(Supplied data)

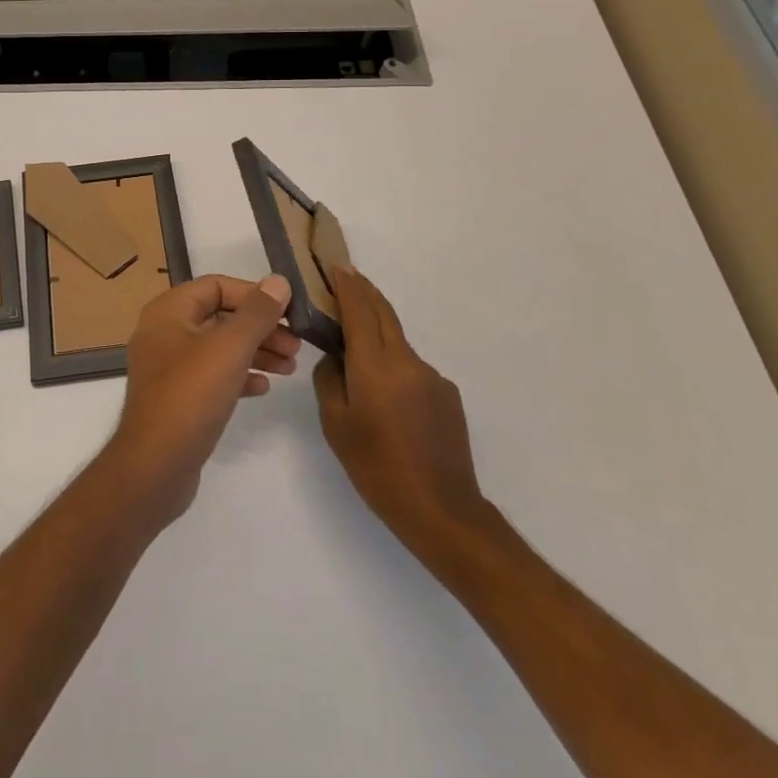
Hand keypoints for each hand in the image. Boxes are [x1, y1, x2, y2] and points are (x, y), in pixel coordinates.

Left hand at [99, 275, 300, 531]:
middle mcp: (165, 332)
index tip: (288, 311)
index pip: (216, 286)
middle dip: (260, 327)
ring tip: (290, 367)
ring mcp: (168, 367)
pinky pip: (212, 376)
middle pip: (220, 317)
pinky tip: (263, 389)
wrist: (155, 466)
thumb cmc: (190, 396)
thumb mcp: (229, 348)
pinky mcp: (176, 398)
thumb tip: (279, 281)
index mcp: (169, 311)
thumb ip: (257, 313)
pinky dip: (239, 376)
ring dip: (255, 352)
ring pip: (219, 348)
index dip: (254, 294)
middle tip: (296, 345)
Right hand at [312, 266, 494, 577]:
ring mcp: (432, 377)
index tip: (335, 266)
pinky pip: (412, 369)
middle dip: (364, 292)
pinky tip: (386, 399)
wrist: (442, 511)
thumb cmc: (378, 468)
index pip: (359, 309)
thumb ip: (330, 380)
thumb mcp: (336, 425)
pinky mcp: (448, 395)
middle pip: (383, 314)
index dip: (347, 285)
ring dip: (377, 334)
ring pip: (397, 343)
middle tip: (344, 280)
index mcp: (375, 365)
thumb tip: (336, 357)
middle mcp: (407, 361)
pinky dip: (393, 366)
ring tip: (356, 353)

(End Supplied data)

With the pictures omitted, repeat the full set of records above exactly.

Hand keypoints for each hand in the image. Boxes are [x1, y1, x2, y2] and points are (x, y), in pixel coordinates.

Left hand at [99, 275, 300, 531]:
middle mcp: (165, 332)
index tip: (288, 311)
index pip: (216, 286)
middle dip: (260, 327)
ring tip: (290, 367)
ring mcp: (168, 367)
pinky pip: (212, 376)
middle pip: (220, 317)
pinky tip: (263, 389)
wrist: (155, 466)
thumb cmc: (190, 396)
thumb mcp: (229, 348)
pinky mcp: (176, 398)
thumb tip: (279, 281)
index mcp: (169, 311)
thumb ip: (257, 313)
pinky dip: (239, 376)
ring dip: (255, 352)
ring pip: (219, 348)
index dip: (254, 294)
middle tip: (296, 345)
Right hand at [312, 266, 494, 577]:
ring mcp: (432, 377)
index tip: (335, 266)
pinky pip: (412, 369)
middle dip: (364, 292)
pinky tip: (386, 399)
wrist: (442, 511)
thumb cmc: (378, 468)
index pip: (359, 309)
thumb ip: (330, 380)
thumb mcp: (336, 425)
pinky mcp: (448, 395)
middle pip: (383, 314)
index dip: (347, 285)
ring dip: (377, 334)
ring pip: (397, 343)
middle tip: (344, 280)
index mcp: (375, 365)
thumb tip: (336, 357)
middle mcp: (407, 361)
pinky dip: (393, 366)
ring tip: (356, 353)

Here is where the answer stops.